What to do
Your task is to retype each line of the data below exactly.

Start of Data for review

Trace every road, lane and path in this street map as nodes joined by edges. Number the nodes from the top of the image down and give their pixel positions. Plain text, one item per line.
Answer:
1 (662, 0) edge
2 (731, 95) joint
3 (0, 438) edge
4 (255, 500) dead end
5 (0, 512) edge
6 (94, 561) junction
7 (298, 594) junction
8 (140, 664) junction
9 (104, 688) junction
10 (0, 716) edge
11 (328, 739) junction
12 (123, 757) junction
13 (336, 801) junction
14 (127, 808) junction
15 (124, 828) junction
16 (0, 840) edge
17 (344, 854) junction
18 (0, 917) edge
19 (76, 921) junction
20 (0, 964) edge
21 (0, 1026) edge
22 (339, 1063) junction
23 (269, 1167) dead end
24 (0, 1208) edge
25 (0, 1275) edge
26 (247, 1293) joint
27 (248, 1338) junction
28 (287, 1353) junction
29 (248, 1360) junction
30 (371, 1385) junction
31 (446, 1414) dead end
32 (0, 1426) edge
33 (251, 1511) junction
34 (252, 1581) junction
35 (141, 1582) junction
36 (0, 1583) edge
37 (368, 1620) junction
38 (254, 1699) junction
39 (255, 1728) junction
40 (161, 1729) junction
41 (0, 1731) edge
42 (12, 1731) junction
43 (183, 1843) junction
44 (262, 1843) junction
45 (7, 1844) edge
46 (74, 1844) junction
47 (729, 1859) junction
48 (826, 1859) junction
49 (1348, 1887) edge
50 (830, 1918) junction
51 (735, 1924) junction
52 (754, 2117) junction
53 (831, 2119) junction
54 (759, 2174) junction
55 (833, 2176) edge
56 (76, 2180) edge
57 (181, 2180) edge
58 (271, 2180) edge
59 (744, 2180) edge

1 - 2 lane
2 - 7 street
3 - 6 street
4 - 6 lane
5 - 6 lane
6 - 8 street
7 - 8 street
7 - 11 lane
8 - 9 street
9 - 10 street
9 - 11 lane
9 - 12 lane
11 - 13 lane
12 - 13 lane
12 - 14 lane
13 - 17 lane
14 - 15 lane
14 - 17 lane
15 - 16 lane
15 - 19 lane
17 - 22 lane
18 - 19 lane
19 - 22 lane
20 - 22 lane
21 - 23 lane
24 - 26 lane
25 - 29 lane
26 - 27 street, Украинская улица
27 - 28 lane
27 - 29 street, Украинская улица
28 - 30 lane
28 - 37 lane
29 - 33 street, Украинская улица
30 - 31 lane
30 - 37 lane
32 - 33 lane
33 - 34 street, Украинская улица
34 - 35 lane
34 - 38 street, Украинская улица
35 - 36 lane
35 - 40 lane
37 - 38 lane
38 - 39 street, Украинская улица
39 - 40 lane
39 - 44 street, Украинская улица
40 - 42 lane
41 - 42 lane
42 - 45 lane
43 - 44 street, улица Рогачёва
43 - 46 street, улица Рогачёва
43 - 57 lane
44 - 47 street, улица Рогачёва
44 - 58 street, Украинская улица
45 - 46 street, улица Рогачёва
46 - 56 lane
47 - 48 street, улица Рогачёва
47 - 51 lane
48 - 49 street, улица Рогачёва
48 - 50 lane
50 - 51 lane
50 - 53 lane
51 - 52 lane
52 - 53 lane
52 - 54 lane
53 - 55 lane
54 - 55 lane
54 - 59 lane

End of Data for review

Answer to this task
Trace every road, lane and path in this street map as nodes joined by edges. Number the nodes from the top of the image down and give their pixel positions. Plain text, one item per line.
Answer:
1 (662, 0) edge
2 (731, 95) joint
3 (0, 438) edge
4 (255, 500) dead end
5 (0, 512) edge
6 (94, 561) junction
7 (298, 594) junction
8 (140, 664) junction
9 (104, 688) junction
10 (0, 716) edge
11 (328, 739) junction
12 (123, 757) junction
13 (336, 801) junction
14 (127, 808) junction
15 (124, 828) junction
16 (0, 840) edge
17 (344, 854) junction
18 (0, 917) edge
19 (76, 921) junction
20 (0, 964) edge
21 (0, 1026) edge
22 (339, 1063) junction
23 (269, 1167) dead end
24 (0, 1208) edge
25 (0, 1275) edge
26 (247, 1293) joint
27 (248, 1338) junction
28 (287, 1353) junction
29 (248, 1360) junction
30 (371, 1385) junction
31 (446, 1414) dead end
32 (0, 1426) edge
33 (251, 1511) junction
34 (252, 1581) junction
35 (141, 1582) junction
36 (0, 1583) edge
37 (368, 1620) junction
38 (254, 1699) junction
39 (255, 1728) junction
40 (161, 1729) junction
41 (0, 1731) edge
42 (12, 1731) junction
43 (183, 1843) junction
44 (262, 1843) junction
45 (7, 1844) edge
46 (74, 1844) junction
47 (729, 1859) junction
48 (826, 1859) junction
49 (1348, 1887) edge
50 (830, 1918) junction
51 (735, 1924) junction
52 (754, 2117) junction
53 (831, 2119) junction
54 (759, 2174) junction
55 (833, 2176) edge
56 (76, 2180) edge
57 (181, 2180) edge
58 (271, 2180) edge
59 (744, 2180) edge

1 - 2 lane
2 - 7 street
3 - 6 street
4 - 6 lane
5 - 6 lane
6 - 8 street
7 - 8 street
7 - 11 lane
8 - 9 street
9 - 10 street
9 - 11 lane
9 - 12 lane
11 - 13 lane
12 - 13 lane
12 - 14 lane
13 - 17 lane
14 - 15 lane
14 - 17 lane
15 - 16 lane
15 - 19 lane
17 - 22 lane
18 - 19 lane
19 - 22 lane
20 - 22 lane
21 - 23 lane
24 - 26 lane
25 - 29 lane
26 - 27 street, Украинская улица
27 - 28 lane
27 - 29 street, Украинская улица
28 - 30 lane
28 - 37 lane
29 - 33 street, Украинская улица
30 - 31 lane
30 - 37 lane
32 - 33 lane
33 - 34 street, Украинская улица
34 - 35 lane
34 - 38 street, Украинская улица
35 - 36 lane
35 - 40 lane
37 - 38 lane
38 - 39 street, Украинская улица
39 - 40 lane
39 - 44 street, Украинская улица
40 - 42 lane
41 - 42 lane
42 - 45 lane
43 - 44 street, улица Рогачёва
43 - 46 street, улица Рогачёва
43 - 57 lane
44 - 47 street, улица Рогачёва
44 - 58 street, Украинская улица
45 - 46 street, улица Рогачёва
46 - 56 lane
47 - 48 street, улица Рогачёва
47 - 51 lane
48 - 49 street, улица Рогачёва
48 - 50 lane
50 - 51 lane
50 - 53 lane
51 - 52 lane
52 - 53 lane
52 - 54 lane
53 - 55 lane
54 - 55 lane
54 - 59 lane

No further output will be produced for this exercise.